« Selon nos informations, les dépenses déjà engagées, en plus de la première estimation à la baisse, s’élèvent à 792,8 millions d’euros. Il en manque encore autant », a déclaré aujourd’hui le président de la municipalité de Leiria, Gonçalo Lopes.
Lors d’une conférence de presse tenue au quartier général des Sapeurs Pompiers de Leiria, le maire a annoncé que rien que pour la phase « humanitaire, d’urgence et opérationnelle », 13,3 millions d’euros ont été dépensés, auxquels s’ajoutent 25,3 millions d’euros de dommages dans le secteur des habitations privées, basés sur les demandes déjà soumises à la Commission de Coordination et de Développement Régional du Centre, « bien que les dégâts soient supérieurs à ces montants », a admis le président de la municipalité.
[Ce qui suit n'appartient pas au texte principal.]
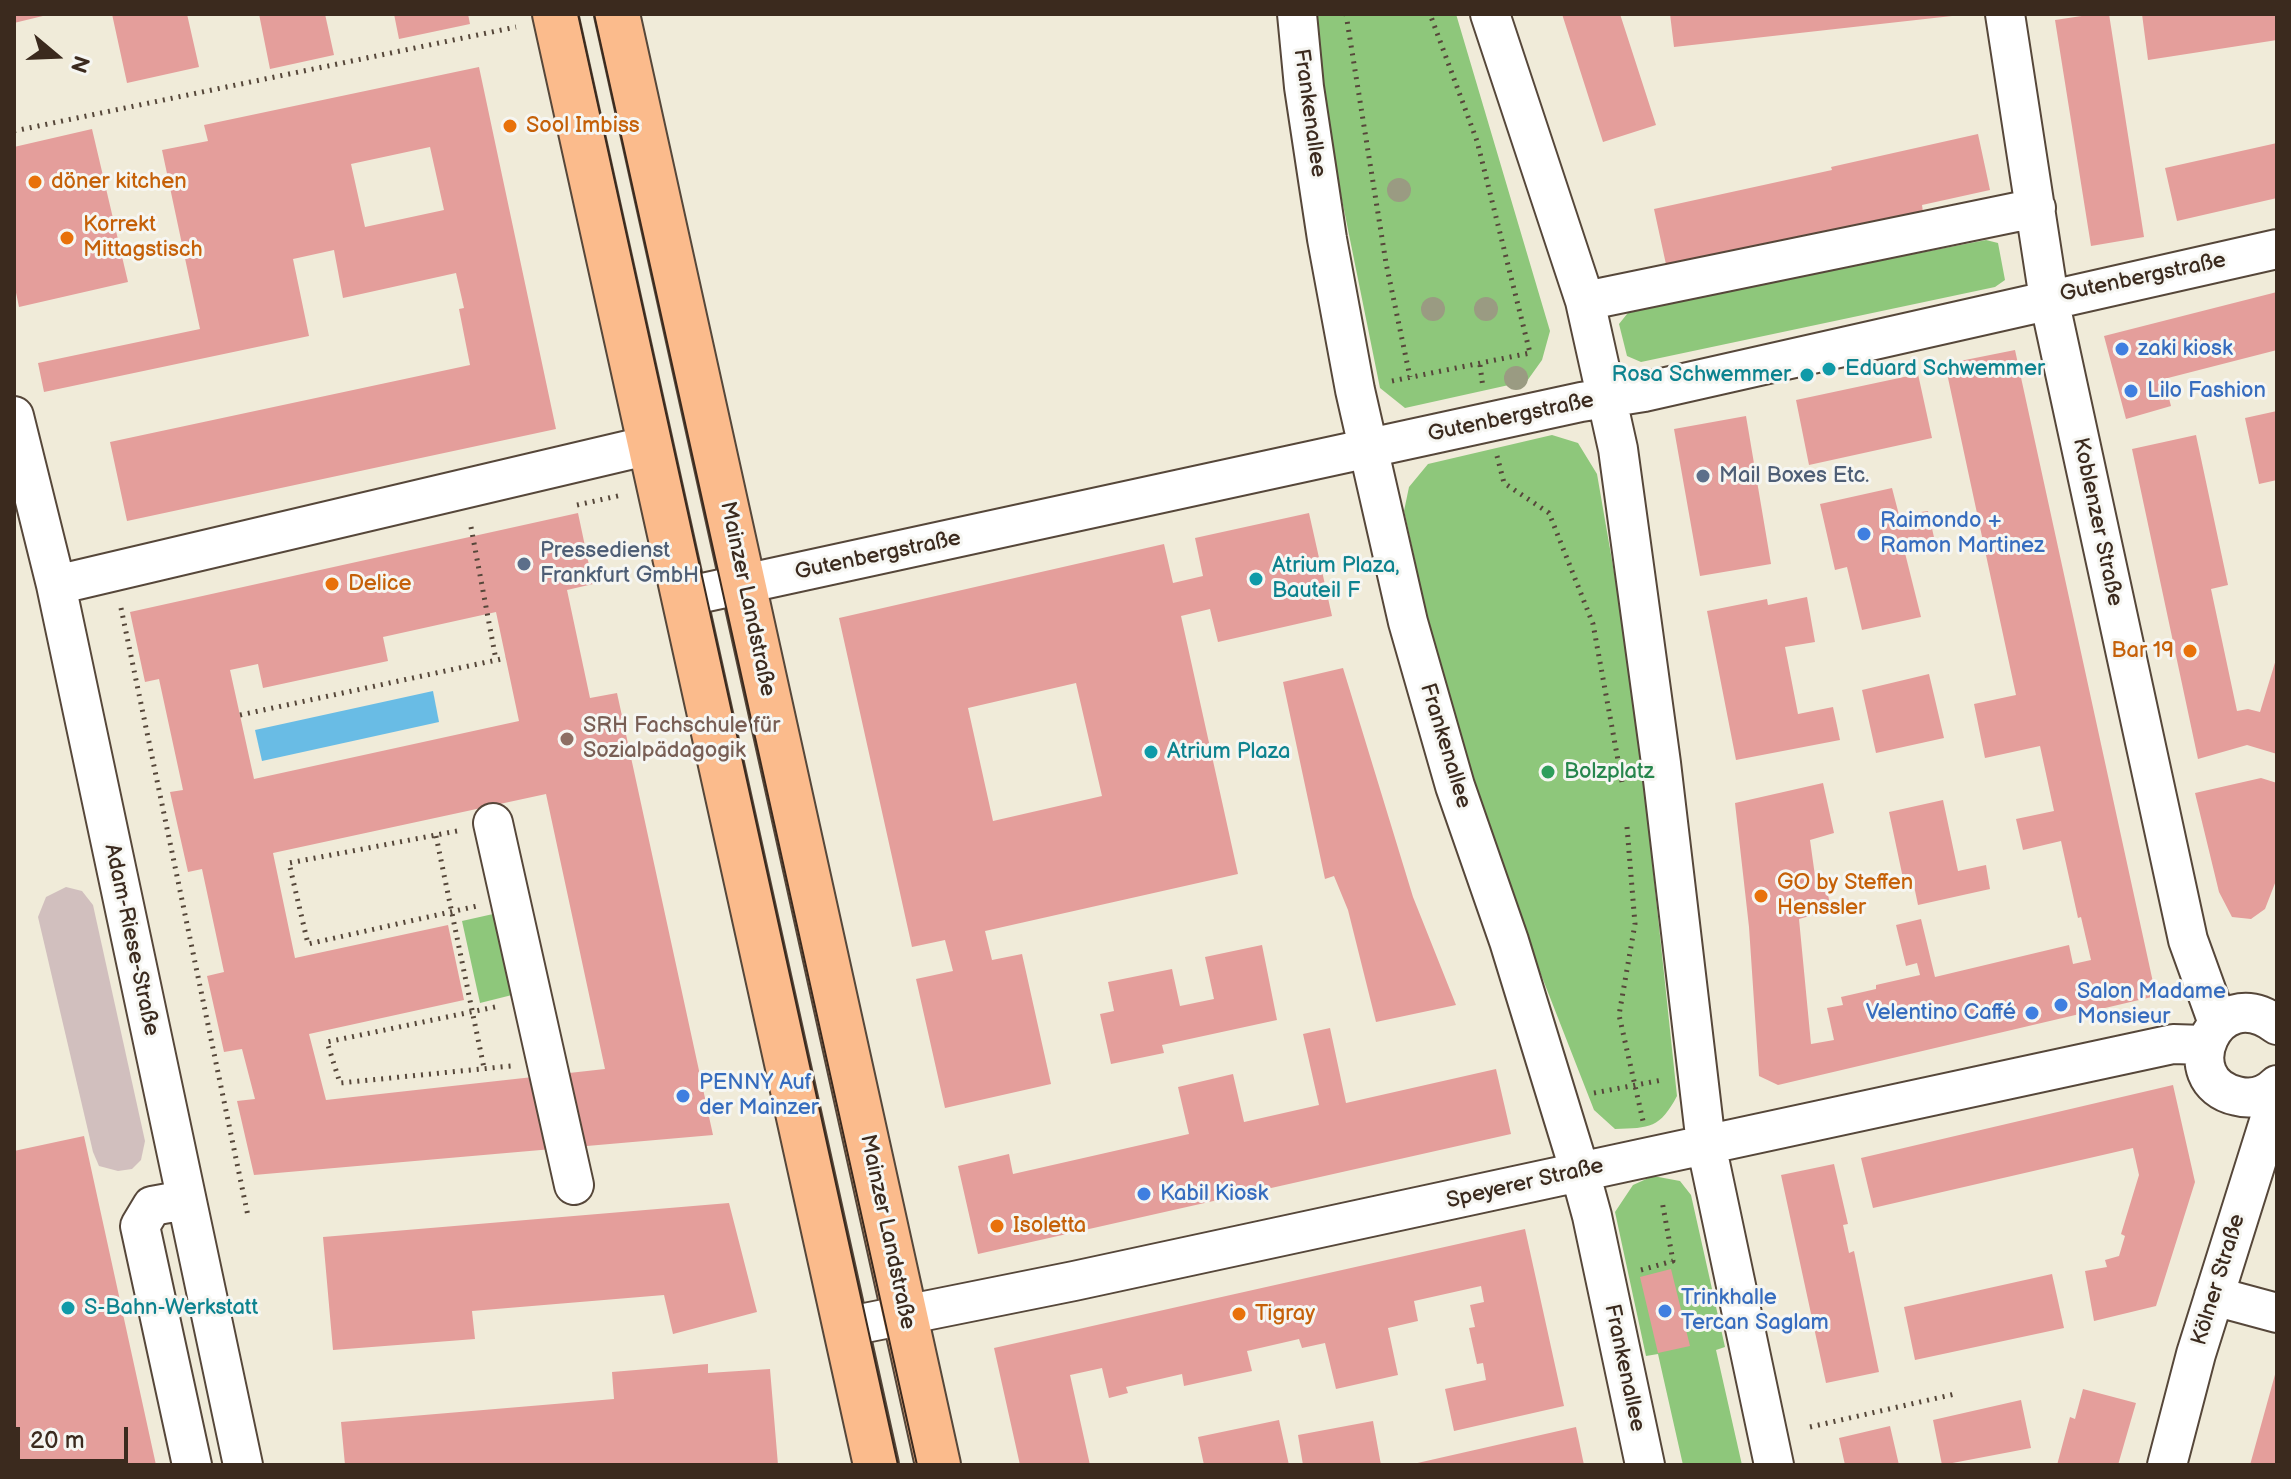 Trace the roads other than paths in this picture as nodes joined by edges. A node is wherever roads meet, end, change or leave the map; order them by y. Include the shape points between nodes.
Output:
1 (617, 14) edge
2 (1297, 14) edge
3 (1490, 14) edge
4 (2005, 14) edge
5 (536, 20) edge
6 (2036, 208) junction
7 (2277, 249) edge
8 (2049, 299) junction
9 (1585, 301) junction
10 (1607, 398) junction
11 (14, 416) edge
12 (650, 445) junction
13 (1368, 449) junction
14 (744, 584) junction
15 (56, 585) junction
16 (684, 597) junction
17 (493, 823) road end
18 (2277, 986) edge
19 (2277, 1025) edge
20 (2219, 1027) junction
21 (2277, 1085) edge
22 (2277, 1096) edge
23 (1706, 1144) junction
24 (1580, 1172) junction
25 (574, 1185) dead end
26 (185, 1200) junction
27 (2214, 1296) junction
28 (2277, 1313) edge
29 (905, 1315) junction
30 (845, 1327) junction
31 (192, 1465) edge
32 (243, 1465) edge
33 (876, 1465) edge
34 (938, 1465) edge
35 (1645, 1465) edge
36 (1774, 1465) edge
37 (2167, 1465) edge

1 - 14 main road, Mainzer Landstraße
2 - 13 street, Frankenallee via 1327,239
3 - 9 street
4 - 6 street, Koblenzer Straße
5 - 12 main road
6 - 8 street, Koblenzer Straße
6 - 9 street
7 - 8 street, Gutenbergstraße
8 - 10 street, Gutenbergstraße
8 - 20 street, Koblenzer Straße via 2188,940
9 - 10 street
10 - 13 street, Gutenbergstraße
10 - 23 street via 1661,763
11 - 15 street, Adam-Riese-Straße
12 - 15 street
12 - 16 main road
13 - 14 street, Gutenbergstraße
13 - 24 street, Frankenallee via 1408,622 1451,771
14 - 16 street, Gutenbergstraße
14 - 29 main road, Mainzer Landstraße
15 - 26 street, Adam-Riese-Straße
16 - 30 main road
17 - 25 street
18 - 20 street
19 - 20 street via 2250,1012
20 - 21 street via 2205,1068 2210,1078 2230,1095 2245,1098 2260,1097
20 - 23 street, Speyerer Straße via 2173,1044
22 - 27 street, Kölner Straße
23 - 24 street, Speyerer Straße
23 - 36 street
24 - 29 street, Speyerer Straße
24 - 35 street, Frankenallee
26 - 31 street via 152,1206 140,1226
26 - 32 street, Adam-Riese-Straße
27 - 28 street
27 - 37 street, Kölner Straße
29 - 30 street, Speyerer Straße
29 - 34 main road, Mainzer Landstraße
30 - 33 main road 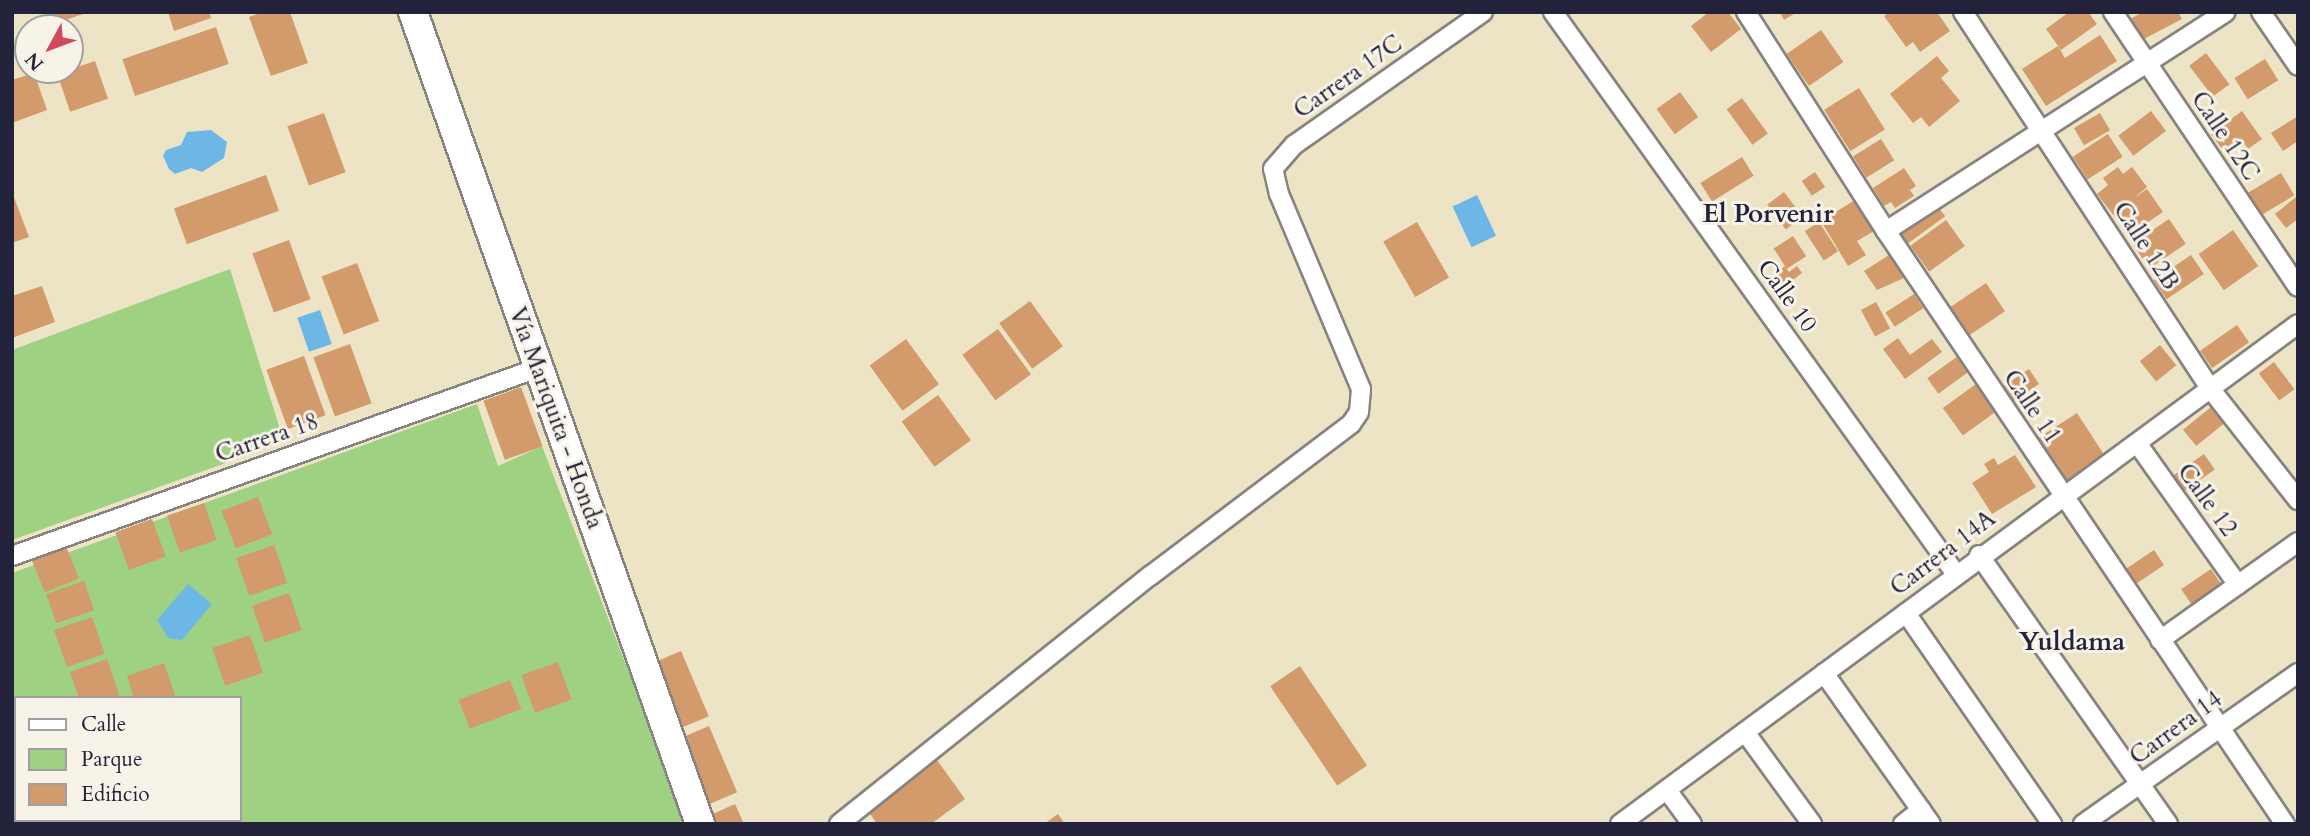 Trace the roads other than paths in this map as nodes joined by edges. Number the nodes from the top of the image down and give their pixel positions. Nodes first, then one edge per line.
1 (413, 12) edge
2 (1483, 12) edge
3 (1553, 12) edge
4 (1746, 12) edge
5 (1963, 12) edge
6 (2113, 12) edge
7 (2226, 12) edge
8 (2260, 12) edge
9 (2146, 63) junction
10 (2298, 66) edge
11 (2040, 131) junction
12 (1886, 230) junction
13 (2298, 288) edge
14 (2298, 324) edge
15 (538, 368) junction
16 (2209, 387) junction
17 (2137, 443) junction
18 (2062, 495) junction
19 (2298, 500) edge
20 (2298, 542) edge
21 (1979, 555) junction
22 (12, 556) edge
23 (1956, 573) junction
24 (2238, 584) junction
25 (1906, 612) junction
26 (2160, 640) junction
27 (1824, 673) junction
28 (2298, 673) edge
29 (2219, 727) junction
30 (1745, 732) junction
31 (2140, 784) junction
32 (1667, 790) junction
33 (1926, 817) edge
34 (700, 824) edge
35 (839, 824) edge
36 (1620, 824) edge
37 (1692, 824) edge
38 (1812, 824) edge
39 (1903, 824) edge
40 (2052, 824) edge
41 (2083, 824) edge
42 (2168, 824) edge
43 (2285, 824) edge

1 - 15 highway, Vía Mariquita - Honda
2 - 35 street, Carrera 17C
3 - 23 street, Calle 10
4 - 12 street, Calle 11
5 - 11 street, Calle 12B
6 - 9 street, Calle 12C
7 - 9 street
8 - 10 street
9 - 11 street
9 - 13 street, Calle 12C
11 - 12 street
11 - 16 street, Calle 12B
12 - 18 street, Calle 11
14 - 16 street, Carrera 14A
15 - 22 street, Carrera 18
15 - 34 highway, Vía Mariquita - Honda
16 - 17 street, Carrera 14A
16 - 19 street, Calle 12B
17 - 18 street, Carrera 14A
17 - 24 street, Calle 12
18 - 21 street, Carrera 14A
18 - 26 street, Calle 11
20 - 24 street
21 - 23 street, Carrera 14A
21 - 31 street
23 - 25 street, Carrera 14A
24 - 26 street
25 - 27 street, Carrera 14A
25 - 40 street
26 - 29 street, Calle 11
27 - 30 street, Carrera 14A
27 - 33 street
28 - 29 street, Carrera 14
29 - 31 street, Carrera 14
29 - 43 street, Calle 11
30 - 32 street, Carrera 14A
30 - 38 street
31 - 41 street, Carrera 14
31 - 42 street
32 - 36 street, Carrera 14A
32 - 37 street
33 - 39 street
Le maire a ajouté que les entreprises ont subi des dommages supérieurs à 200 millions d’euros, avec une estimation de réduction de l’activité économique de l’ordre de 70,7 millions d’euros.
Gonçalo Lopes a souligné que le produit intérieur brut de la commune tourne autour de 2 100 millions d’euros par an. « Cela signifie que chaque fois que l’activité économique s’arrête, c’est un jour sans création de richesse », ce qui représente des pertes de 5,6 millions d’euros.
Selon le président de la municipalité, lors de la première semaine du passage de la dépression Kristin, « 100 % de l’activité économique était à l’arrêt », projetant que la deuxième semaine seulement 50 % fonctionnait et que la suivante 25 % de l’économie restait inactive. « La tendance est que ces 25 % restent ou reprennent lentement », a-t-il indiqué.
D’après les comptes présentés, 26,2 millions d’euros ont été comptabilisés dans les secteurs de l’associationisme, de l’environnement, du patrimoine religieux et culturel, et des institutions particulières de solidarité sociale, les pertes concernant les véhicules privés n’étant pas encore déterminées.
« Nous ne pouvons pas oublier que la majorité des voitures qui étaient dehors ce jour-là ont été affectées par la tempête. Et beaucoup de personnes perdront cette richesse s’il n’y a pas de soutien », a averti.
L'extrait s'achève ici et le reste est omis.